▶ EXERCISE
Copy out the data in full and exactly, passing over the pictures.

+++

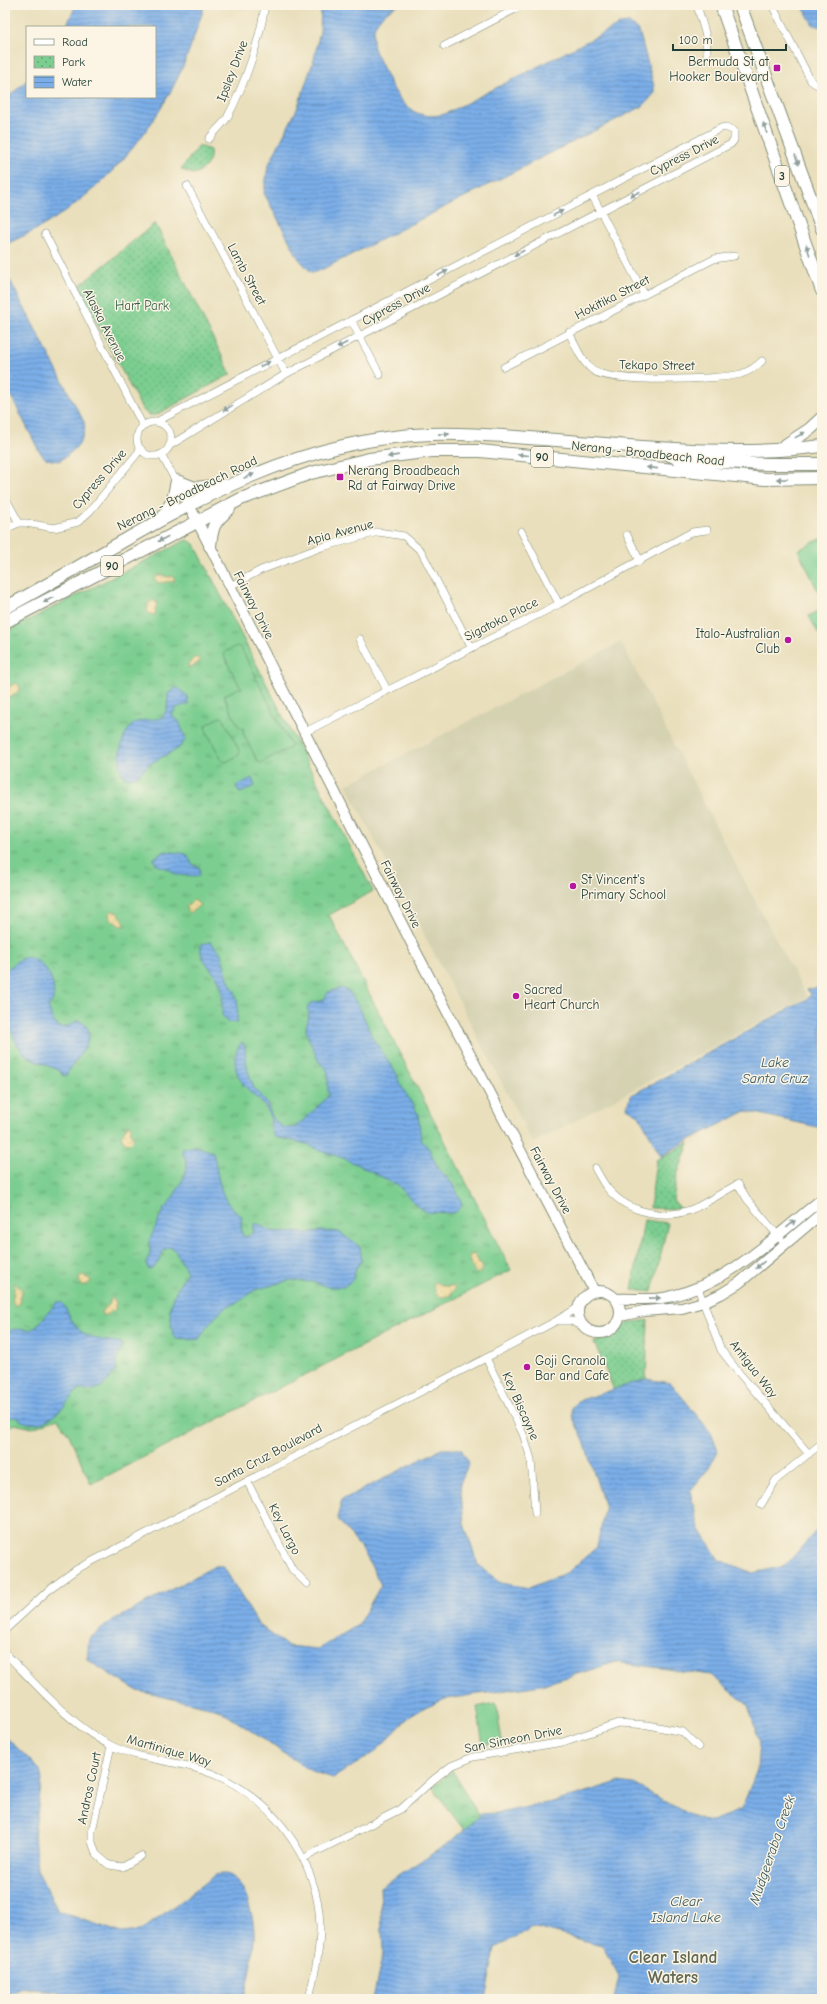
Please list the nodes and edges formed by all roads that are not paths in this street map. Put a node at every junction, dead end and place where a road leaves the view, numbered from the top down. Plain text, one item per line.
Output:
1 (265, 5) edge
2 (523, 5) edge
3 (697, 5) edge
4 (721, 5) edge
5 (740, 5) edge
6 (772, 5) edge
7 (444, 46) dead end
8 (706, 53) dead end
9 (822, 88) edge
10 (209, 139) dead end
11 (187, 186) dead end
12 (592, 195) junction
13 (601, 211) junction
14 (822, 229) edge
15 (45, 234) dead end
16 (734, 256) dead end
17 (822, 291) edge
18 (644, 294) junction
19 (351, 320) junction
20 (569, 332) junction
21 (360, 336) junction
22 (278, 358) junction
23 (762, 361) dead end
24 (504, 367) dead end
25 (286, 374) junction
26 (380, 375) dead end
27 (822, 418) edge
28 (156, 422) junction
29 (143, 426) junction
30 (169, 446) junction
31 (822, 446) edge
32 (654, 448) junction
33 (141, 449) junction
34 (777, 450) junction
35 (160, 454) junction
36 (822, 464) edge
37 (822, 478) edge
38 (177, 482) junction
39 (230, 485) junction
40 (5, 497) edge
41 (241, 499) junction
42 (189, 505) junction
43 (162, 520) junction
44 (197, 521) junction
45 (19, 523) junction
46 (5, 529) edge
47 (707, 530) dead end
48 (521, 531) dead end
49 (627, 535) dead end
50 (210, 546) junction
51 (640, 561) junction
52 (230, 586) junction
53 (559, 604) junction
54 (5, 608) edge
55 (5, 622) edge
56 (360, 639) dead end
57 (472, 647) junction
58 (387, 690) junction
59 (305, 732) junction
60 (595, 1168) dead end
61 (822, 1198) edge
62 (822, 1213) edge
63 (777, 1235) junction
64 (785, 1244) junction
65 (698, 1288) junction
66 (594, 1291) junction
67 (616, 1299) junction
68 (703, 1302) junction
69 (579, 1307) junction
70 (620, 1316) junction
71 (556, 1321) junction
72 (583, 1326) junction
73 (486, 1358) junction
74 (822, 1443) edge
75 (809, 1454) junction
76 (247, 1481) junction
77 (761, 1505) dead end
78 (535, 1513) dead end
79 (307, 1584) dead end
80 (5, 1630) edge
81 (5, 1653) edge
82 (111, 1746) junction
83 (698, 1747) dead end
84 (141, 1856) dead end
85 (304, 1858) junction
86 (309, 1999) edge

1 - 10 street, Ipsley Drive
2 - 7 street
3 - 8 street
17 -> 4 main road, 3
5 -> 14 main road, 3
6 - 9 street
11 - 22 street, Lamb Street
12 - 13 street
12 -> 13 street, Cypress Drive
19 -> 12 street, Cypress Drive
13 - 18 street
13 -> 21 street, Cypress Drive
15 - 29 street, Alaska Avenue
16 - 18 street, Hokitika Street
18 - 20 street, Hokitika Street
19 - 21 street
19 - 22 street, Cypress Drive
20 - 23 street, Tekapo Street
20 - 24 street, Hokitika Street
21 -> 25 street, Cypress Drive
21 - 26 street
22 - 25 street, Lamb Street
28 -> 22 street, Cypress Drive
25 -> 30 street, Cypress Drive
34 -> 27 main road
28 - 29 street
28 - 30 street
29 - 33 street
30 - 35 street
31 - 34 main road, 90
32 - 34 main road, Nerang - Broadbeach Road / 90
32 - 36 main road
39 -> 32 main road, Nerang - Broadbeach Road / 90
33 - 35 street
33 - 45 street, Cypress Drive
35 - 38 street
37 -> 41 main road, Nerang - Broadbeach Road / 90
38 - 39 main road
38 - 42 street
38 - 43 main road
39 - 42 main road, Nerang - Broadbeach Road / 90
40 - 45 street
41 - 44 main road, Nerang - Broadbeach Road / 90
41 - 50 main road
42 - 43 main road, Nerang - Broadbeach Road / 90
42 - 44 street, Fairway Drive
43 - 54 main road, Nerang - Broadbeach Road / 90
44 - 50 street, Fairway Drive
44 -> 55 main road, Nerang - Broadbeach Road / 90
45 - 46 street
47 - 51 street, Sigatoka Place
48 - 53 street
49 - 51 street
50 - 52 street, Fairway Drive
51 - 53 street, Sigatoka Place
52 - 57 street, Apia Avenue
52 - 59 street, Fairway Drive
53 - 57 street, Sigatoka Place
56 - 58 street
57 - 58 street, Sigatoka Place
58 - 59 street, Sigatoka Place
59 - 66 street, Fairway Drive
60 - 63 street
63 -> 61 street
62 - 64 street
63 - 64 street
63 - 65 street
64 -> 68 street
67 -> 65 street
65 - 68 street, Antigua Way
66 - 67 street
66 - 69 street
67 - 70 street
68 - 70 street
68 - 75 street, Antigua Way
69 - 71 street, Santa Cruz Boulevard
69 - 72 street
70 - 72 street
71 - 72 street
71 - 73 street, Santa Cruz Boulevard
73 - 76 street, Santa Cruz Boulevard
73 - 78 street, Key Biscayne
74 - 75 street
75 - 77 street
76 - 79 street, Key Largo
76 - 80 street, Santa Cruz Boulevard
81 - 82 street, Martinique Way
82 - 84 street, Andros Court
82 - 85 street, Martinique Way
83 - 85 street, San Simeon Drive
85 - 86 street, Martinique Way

+++

▶ TASK RESULT
Please list the nodes and edges formed by all roads that are not paths in this street map. Put a node at every junction, dead end and place where a road leaves the view, numbered from the top down. Plain text, one item per line.
Output:
1 (265, 5) edge
2 (523, 5) edge
3 (697, 5) edge
4 (721, 5) edge
5 (740, 5) edge
6 (772, 5) edge
7 (444, 46) dead end
8 (706, 53) dead end
9 (822, 88) edge
10 (209, 139) dead end
11 (187, 186) dead end
12 (592, 195) junction
13 (601, 211) junction
14 (822, 229) edge
15 (45, 234) dead end
16 (734, 256) dead end
17 (822, 291) edge
18 (644, 294) junction
19 (351, 320) junction
20 (569, 332) junction
21 (360, 336) junction
22 (278, 358) junction
23 (762, 361) dead end
24 (504, 367) dead end
25 (286, 374) junction
26 (380, 375) dead end
27 (822, 418) edge
28 (156, 422) junction
29 (143, 426) junction
30 (169, 446) junction
31 (822, 446) edge
32 (654, 448) junction
33 (141, 449) junction
34 (777, 450) junction
35 (160, 454) junction
36 (822, 464) edge
37 (822, 478) edge
38 (177, 482) junction
39 (230, 485) junction
40 (5, 497) edge
41 (241, 499) junction
42 (189, 505) junction
43 (162, 520) junction
44 (197, 521) junction
45 (19, 523) junction
46 (5, 529) edge
47 (707, 530) dead end
48 (521, 531) dead end
49 (627, 535) dead end
50 (210, 546) junction
51 (640, 561) junction
52 (230, 586) junction
53 (559, 604) junction
54 (5, 608) edge
55 (5, 622) edge
56 (360, 639) dead end
57 (472, 647) junction
58 (387, 690) junction
59 (305, 732) junction
60 (595, 1168) dead end
61 (822, 1198) edge
62 (822, 1213) edge
63 (777, 1235) junction
64 (785, 1244) junction
65 (698, 1288) junction
66 (594, 1291) junction
67 (616, 1299) junction
68 (703, 1302) junction
69 (579, 1307) junction
70 (620, 1316) junction
71 (556, 1321) junction
72 (583, 1326) junction
73 (486, 1358) junction
74 (822, 1443) edge
75 (809, 1454) junction
76 (247, 1481) junction
77 (761, 1505) dead end
78 (535, 1513) dead end
79 (307, 1584) dead end
80 (5, 1630) edge
81 (5, 1653) edge
82 (111, 1746) junction
83 (698, 1747) dead end
84 (141, 1856) dead end
85 (304, 1858) junction
86 (309, 1999) edge

1 - 10 street, Ipsley Drive
2 - 7 street
3 - 8 street
17 -> 4 main road, 3
5 -> 14 main road, 3
6 - 9 street
11 - 22 street, Lamb Street
12 - 13 street
12 -> 13 street, Cypress Drive
19 -> 12 street, Cypress Drive
13 - 18 street
13 -> 21 street, Cypress Drive
15 - 29 street, Alaska Avenue
16 - 18 street, Hokitika Street
18 - 20 street, Hokitika Street
19 - 21 street
19 - 22 street, Cypress Drive
20 - 23 street, Tekapo Street
20 - 24 street, Hokitika Street
21 -> 25 street, Cypress Drive
21 - 26 street
22 - 25 street, Lamb Street
28 -> 22 street, Cypress Drive
25 -> 30 street, Cypress Drive
34 -> 27 main road
28 - 29 street
28 - 30 street
29 - 33 street
30 - 35 street
31 - 34 main road, 90
32 - 34 main road, Nerang - Broadbeach Road / 90
32 - 36 main road
39 -> 32 main road, Nerang - Broadbeach Road / 90
33 - 35 street
33 - 45 street, Cypress Drive
35 - 38 street
37 -> 41 main road, Nerang - Broadbeach Road / 90
38 - 39 main road
38 - 42 street
38 - 43 main road
39 - 42 main road, Nerang - Broadbeach Road / 90
40 - 45 street
41 - 44 main road, Nerang - Broadbeach Road / 90
41 - 50 main road
42 - 43 main road, Nerang - Broadbeach Road / 90
42 - 44 street, Fairway Drive
43 - 54 main road, Nerang - Broadbeach Road / 90
44 - 50 street, Fairway Drive
44 -> 55 main road, Nerang - Broadbeach Road / 90
45 - 46 street
47 - 51 street, Sigatoka Place
48 - 53 street
49 - 51 street
50 - 52 street, Fairway Drive
51 - 53 street, Sigatoka Place
52 - 57 street, Apia Avenue
52 - 59 street, Fairway Drive
53 - 57 street, Sigatoka Place
56 - 58 street
57 - 58 street, Sigatoka Place
58 - 59 street, Sigatoka Place
59 - 66 street, Fairway Drive
60 - 63 street
63 -> 61 street
62 - 64 street
63 - 64 street
63 - 65 street
64 -> 68 street
67 -> 65 street
65 - 68 street, Antigua Way
66 - 67 street
66 - 69 street
67 - 70 street
68 - 70 street
68 - 75 street, Antigua Way
69 - 71 street, Santa Cruz Boulevard
69 - 72 street
70 - 72 street
71 - 72 street
71 - 73 street, Santa Cruz Boulevard
73 - 76 street, Santa Cruz Boulevard
73 - 78 street, Key Biscayne
74 - 75 street
75 - 77 street
76 - 79 street, Key Largo
76 - 80 street, Santa Cruz Boulevard
81 - 82 street, Martinique Way
82 - 84 street, Andros Court
82 - 85 street, Martinique Way
83 - 85 street, San Simeon Drive
85 - 86 street, Martinique Way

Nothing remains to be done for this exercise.